Reactivation and Regression Patterns

Clinicians have been more familiar with defining reactivation after laser, but there has been some heterogeneity in what they define as reactivation after anti-VEGF treatment. ICROP3 advises the use of two separate terms when describing later phases of ROP: regression, which refers to disease involution and resolution; and reactivation, which refers to recurrence of acute phase features and can typically be seen more frequently after anti-VEGF treatment.3

Plus Disease Spectrum

Clinicians have relied heavily on the standard plus disease photo, Dr. Chan stated, but with better imaging and more experience, plus disease has been recognized as a spectrum. ICROP3 recommends that this spectrum be determined from vessels within zone I, rather than from only vessels within the field of narrow-angle photographs and rather than from the number of quadrants of abnormality.3,4

Pre-plus disease is what even expert ROP clinicians often disagree on. This severity scale creates a progressive discussion about the plus disease spectrum.

ROP in the Era of Anti-VEGF



Stage 5

With improved imaging technology that is more accessible for use with children, clinicians can detect changes earlier, especially in stage 4 disease, Dr. Chan said. ICROP3 has recently added subcategories for stage 5: stage 5A, in which the optic disc is visible by ophthalmoscopy; stage 5B, in which the optic disc is not visible secondary to retrolental fibrovascular tissue or closed-funnel detachment; and stage 5C, in which findings of stage 5B are accompanied by anterior segment abnormalities.3

Notch

The ICROP defines three zones of ROP, although we still classify ROP by the most posterior zone. Dr. Chan discussed the definition of posterior zone II, which is a region that is 2 disc diameters peripheral to the zone I border and may potentially be a more worrisome disease than ROP in the more peripheral zone II. Zone II is a ring-shaped region extending nasally from the outer limit of zone I to the nasal ora serrata and with a similar distance temporally, superiorly, and inferiorly.3,4

The term notch describes an incursion by the ROP lesion of 1 to 2 clock hours along the horizontal meridian into a more posterior zone than the remainder of the retinopathy. It is documented as “secondary to notch.”

CONCLUSION

Dr. Chan concluded his lecture by affirming the forward momentum of the field, given the new technology, treatments, and 35 years of collective learning.

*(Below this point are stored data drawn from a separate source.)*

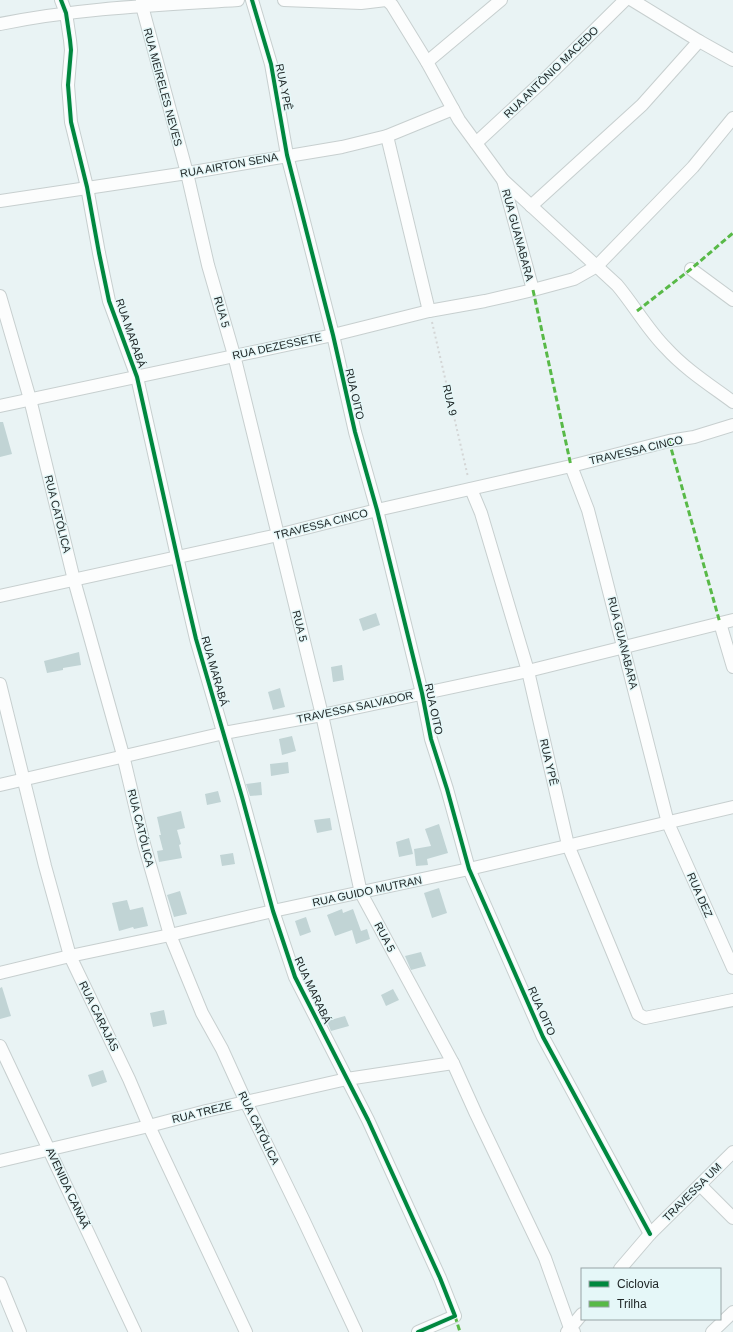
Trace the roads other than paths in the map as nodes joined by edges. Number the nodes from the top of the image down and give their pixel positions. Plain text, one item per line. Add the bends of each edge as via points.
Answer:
1 (61, 0) edge
2 (238, 0) edge
3 (252, 0) edge
4 (284, 0) edge
5 (501, 0) edge
6 (625, 0) edge
7 (632, 0) edge
8 (390, 1) edge
9 (142, 3) edge
10 (66, 13) junction
11 (0, 24) edge
12 (699, 41) junction
13 (733, 60) edge
14 (427, 62) junction
15 (453, 109) junction
16 (733, 118) edge
17 (387, 136) junction
18 (476, 143) junction
19 (287, 155) junction
20 (187, 173) junction
21 (503, 180) junction
22 (87, 188) junction
23 (0, 201) edge
24 (531, 206) junction
25 (597, 266) junction
26 (691, 269) dead end
27 (533, 290) junction
28 (0, 296) edge
29 (733, 300) edge
30 (429, 311) junction
31 (332, 335) junction
32 (234, 355) junction
33 (137, 377) junction
34 (30, 399) junction
35 (733, 402) edge
36 (0, 406) edge
37 (733, 425) edge
38 (571, 466) junction
39 (471, 489) junction
40 (377, 510) junction
41 (278, 535) junction
42 (177, 558) junction
43 (74, 580) junction
44 (0, 596) edge
45 (733, 620) edge
46 (720, 623) junction
47 (624, 647) junction
48 (733, 667) edge
49 (528, 671) junction
50 (0, 684) edge
51 (422, 693) junction
52 (322, 715) junction
53 (224, 733) junction
54 (123, 756) junction
55 (24, 779) junction
56 (0, 785) edge
57 (733, 807) edge
58 (668, 823) junction
59 (568, 845) junction
60 (469, 869) junction
61 (361, 893) junction
62 (273, 911) junction
63 (170, 935) junction
64 (70, 956) junction
65 (733, 968) edge
66 (0, 973) edge
67 (733, 1000) edge
68 (0, 1046) edge
69 (453, 1063) junction
70 (347, 1079) junction
71 (246, 1102) junction
72 (148, 1126) junction
73 (50, 1149) junction
74 (733, 1152) edge
75 (0, 1161) edge
76 (700, 1185) junction
77 (733, 1218) edge
78 (650, 1234) junction
79 (621, 1268) edge
80 (0, 1283) edge
81 (733, 1312) edge
82 (581, 1316) edge
83 (571, 1331) edge
84 (20, 1332) edge
85 (135, 1332) edge
86 (246, 1332) edge
87 (356, 1332) edge
88 (418, 1332) edge
89 (712, 1332) edge

1 - 10 street, RUA MARABÁ
2 - 9 street
3 - 19 street, RUA YPÊ via 271,64
4 - 8 street via 361,3
5 - 14 street
6 - 18 street, RUA ANTÔNIO MACEDO via 546,79
7 - 12 street
8 - 14 street
9 - 10 street
9 - 20 street, RUA MEIRELES NEVES
10 - 11 street
10 - 22 street, RUA MARABÁ via 71,50 68,100
12 - 13 street
12 - 24 street via 642,105
14 - 15 street
15 - 17 street, RUA AIRTON SENA
15 - 18 street
16 - 25 street, RUA DEZESSETE via 692,167
17 - 19 street, RUA AIRTON SENA via 342,147
17 - 30 street
18 - 21 street
19 - 20 street, RUA AIRTON SENA
19 - 31 street, RUA OITO
20 - 22 street, RUA AIRTON SENA
20 - 32 street, RUA 5 via 208,265
21 - 24 street
21 - 27 street, RUA GUANABARA
22 - 23 street, RUA AIRTON SENA
22 - 33 street, RUA MARABÁ via 109,301
24 - 25 street
25 - 27 street, RUA DEZESSETE via 574,279
25 - 35 street via 626,296 666,348 682,364
26 - 29 street
27 - 30 street, RUA DEZESSETE
28 - 34 street, RUA CATÓLICA
30 - 31 street, RUA DEZESSETE
31 - 32 street, RUA DEZESSETE
31 - 40 street, RUA OITO
32 - 33 street, RUA DEZESSETE
32 - 41 street, RUA 5
33 - 34 street, RUA DEZESSETE
33 - 42 street, RUA MARABÁ
34 - 36 street, RUA DEZESSETE
34 - 43 street, RUA CATÓLICA
37 - 38 street, TRAVESSA CINCO via 694,437
38 - 39 street, TRAVESSA CINCO
38 - 47 street, RUA GUANABARA via 588,510
39 - 40 street, TRAVESSA CINCO
39 - 49 street, RUA YPÊ via 481,513
40 - 41 street, TRAVESSA CINCO
40 - 51 street, RUA OITO
41 - 42 street, TRAVESSA CINCO
41 - 52 street, RUA 5
42 - 43 street, TRAVESSA CINCO
42 - 53 street, RUA MARABÁ via 196,639
43 - 44 street, TRAVESSA CINCO
43 - 54 street, RUA CATÓLICA
45 - 46 street, TRAVESSA SALVADOR
46 - 47 street, TRAVESSA SALVADOR
46 - 48 street
47 - 49 street, TRAVESSA SALVADOR
47 - 58 street, RUA GUANABARA
49 - 51 street, TRAVESSA SALVADOR
49 - 59 street, RUA YPÊ
50 - 55 street, RUA CARAJÁS
51 - 52 street, TRAVESSA SALVADOR
51 - 60 street, RUA OITO via 431,739
52 - 53 street, TRAVESSA SALVADOR
52 - 61 street, RUA 5
53 - 54 street, TRAVESSA SALVADOR
53 - 62 street, RUA MARABÁ
54 - 55 street, TRAVESSA SALVADOR
54 - 63 street, RUA CATÓLICA via 144,844
55 - 56 street, TRAVESSA SALVADOR
55 - 64 street, RUA CARAJÁS
57 - 58 street, RUA GUIDO MUTRAN
58 - 59 street, RUA GUIDO MUTRAN
58 - 65 street, RUA DEZ
59 - 60 street, RUA GUIDO MUTRAN
59 - 67 street, RUA YPÊ via 638,1014 645,1018
60 - 61 street, RUA GUIDO MUTRAN
60 - 78 street, RUA OITO via 543,1037
61 - 62 street, RUA GUIDO MUTRAN
61 - 69 street, RUA 5
62 - 63 street, RUA GUIDO MUTRAN
62 - 70 street, RUA MARABÁ via 295,977
63 - 64 street, RUA GUIDO MUTRAN
63 - 71 street, RUA CATÓLICA via 202,1013
64 - 66 street, RUA GUIDO MUTRAN
64 - 72 street, RUA CARAJÁS via 129,1079
68 - 73 street, AVENIDA CANAÃ
69 - 70 street, RUA TREZE
69 - 83 street, RUA 5 via 544,1258
70 - 71 street, RUA TREZE
70 - 88 street, RUA MARABÁ via 368,1120 455,1316
71 - 72 street, RUA TREZE
71 - 87 street, RUA CATÓLICA
72 - 73 street, RUA TREZE
72 - 86 street, RUA CARAJÁS
73 - 75 street, RUA TREZE
73 - 85 street, AVENIDA CANAÃ
74 - 76 street, TRAVESSA UM
76 - 77 street
76 - 78 street, TRAVESSA UM
78 - 79 street, TRAVESSA UM
80 - 84 street
81 - 89 street
82 - 83 street

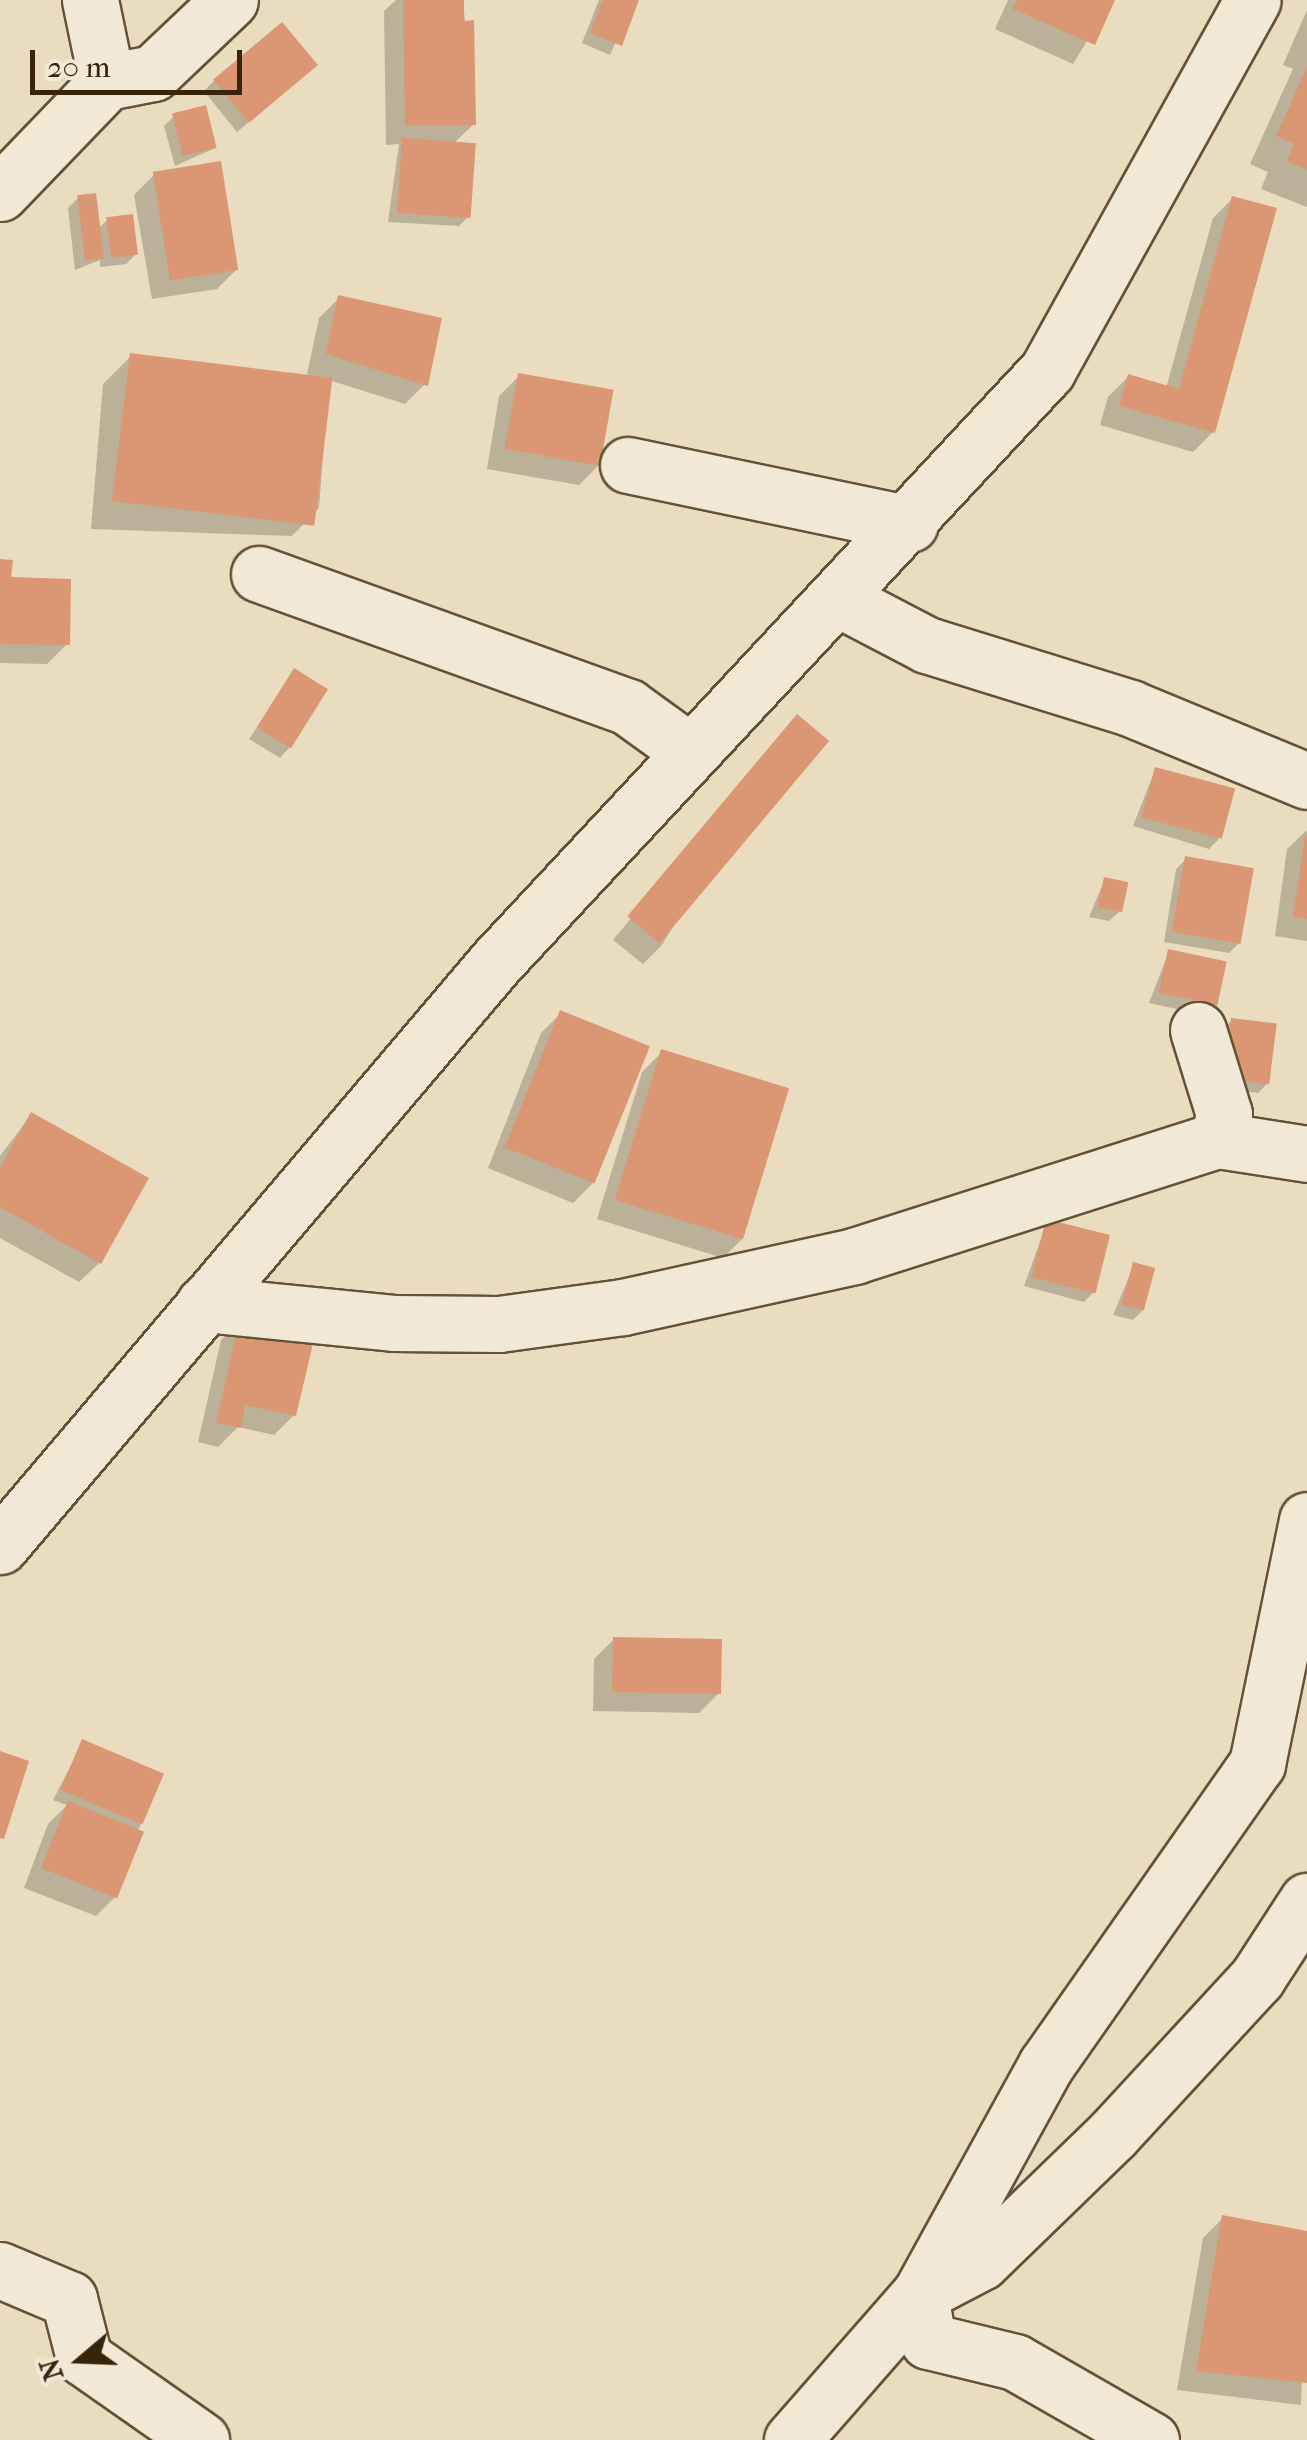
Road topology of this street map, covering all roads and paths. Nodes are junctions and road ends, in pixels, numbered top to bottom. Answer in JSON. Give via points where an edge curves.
{"nodes":[{"id":1,"x":90,"y":0,"type":"edge"},
{"id":2,"x":230,"y":0,"type":"edge"},
{"id":3,"x":1253,"y":0,"type":"edge"},
{"id":4,"x":108,"y":82,"type":"junction"},
{"id":5,"x":0,"y":193,"type":"edge"},
{"id":6,"x":628,"y":465,"type":"dead end"},
{"id":7,"x":910,"y":524,"type":"junction"},
{"id":8,"x":259,"y":574,"type":"dead end"},
{"id":9,"x":838,"y":599,"type":"junction"},
{"id":10,"x":686,"y":749,"type":"junction"},
{"id":11,"x":1307,"y":781,"type":"edge"},
{"id":12,"x":1198,"y":1030,"type":"dead end"},
{"id":13,"x":1218,"y":1140,"type":"junction"},
{"id":14,"x":1307,"y":1154,"type":"edge"},
{"id":15,"x":204,"y":1304,"type":"junction"},
{"id":16,"x":1307,"y":1520,"type":"edge"},
{"id":17,"x":0,"y":1546,"type":"edge"},
{"id":18,"x":1307,"y":1901,"type":"edge"},
{"id":19,"x":0,"y":2270,"type":"edge"},
{"id":20,"x":920,"y":2294,"type":"junction"},
{"id":21,"x":201,"y":2440,"type":"edge"},
{"id":22,"x":792,"y":2440,"type":"edge"},
{"id":23,"x":1151,"y":2440,"type":"edge"}],
"edges":[{"from":1,"to":4,"type":"street"},
{"from":2,"to":4,"type":"street","via":[[153,72]]},
{"from":3,"to":7,"type":"street","via":[[1047,371]]},
{"from":4,"to":5,"type":"street"},
{"from":6,"to":7,"type":"street"},
{"from":7,"to":9,"type":"street"},
{"from":8,"to":10,"type":"street","via":[[628,707]]},
{"from":9,"to":10,"type":"street"},
{"from":9,"to":11,"type":"street","via":[[927,645],[1130,708]]},
{"from":10,"to":15,"type":"street"},
{"from":12,"to":13,"type":"street","via":[[1224,1114]]},
{"from":13,"to":14,"type":"street"},
{"from":13,"to":15,"type":"street","via":[[854,1256],[623,1308],[499,1324],[393,1324]]},
{"from":15,"to":17,"type":"street"},
{"from":16,"to":20,"type":"street","via":[[1258,1764],[1046,2065]]},
{"from":18,"to":20,"type":"street","via":[[1257,1978],[1114,2134],[982,2262]]},
{"from":19,"to":21,"type":"street","via":[[70,2298],[84,2358]]},
{"from":20,"to":22,"type":"street"},
{"from":20,"to":23,"type":"street","via":[[928,2341],[1015,2362]]}]}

1. Stahl A, Domenico Lepore D, Fielder A. Ranibizumab versus laser therapy for the treatment of very low birthweight infants with retinopathy of prematurity (RAINBOW): an open-label randomised controlled trial. Lancet. 2019;394(10208):1551-1559.

2. Stahl A. ROP: Results from the RAINBOW study. Presented at Euretina 2021 Virtual. September 12, 2021.

3. Chiang MF, Quinn GE, Fielder AR, et al. International Classification of Retinopathy of Prematurity, Third Edition. Ophthalmology. 2021;128(10):e51-e68.

4. Repka MX. A Revision of the International Classification of Retinopathy of Prematurity. Ophthalmology. 2021;128(10):1381-1383.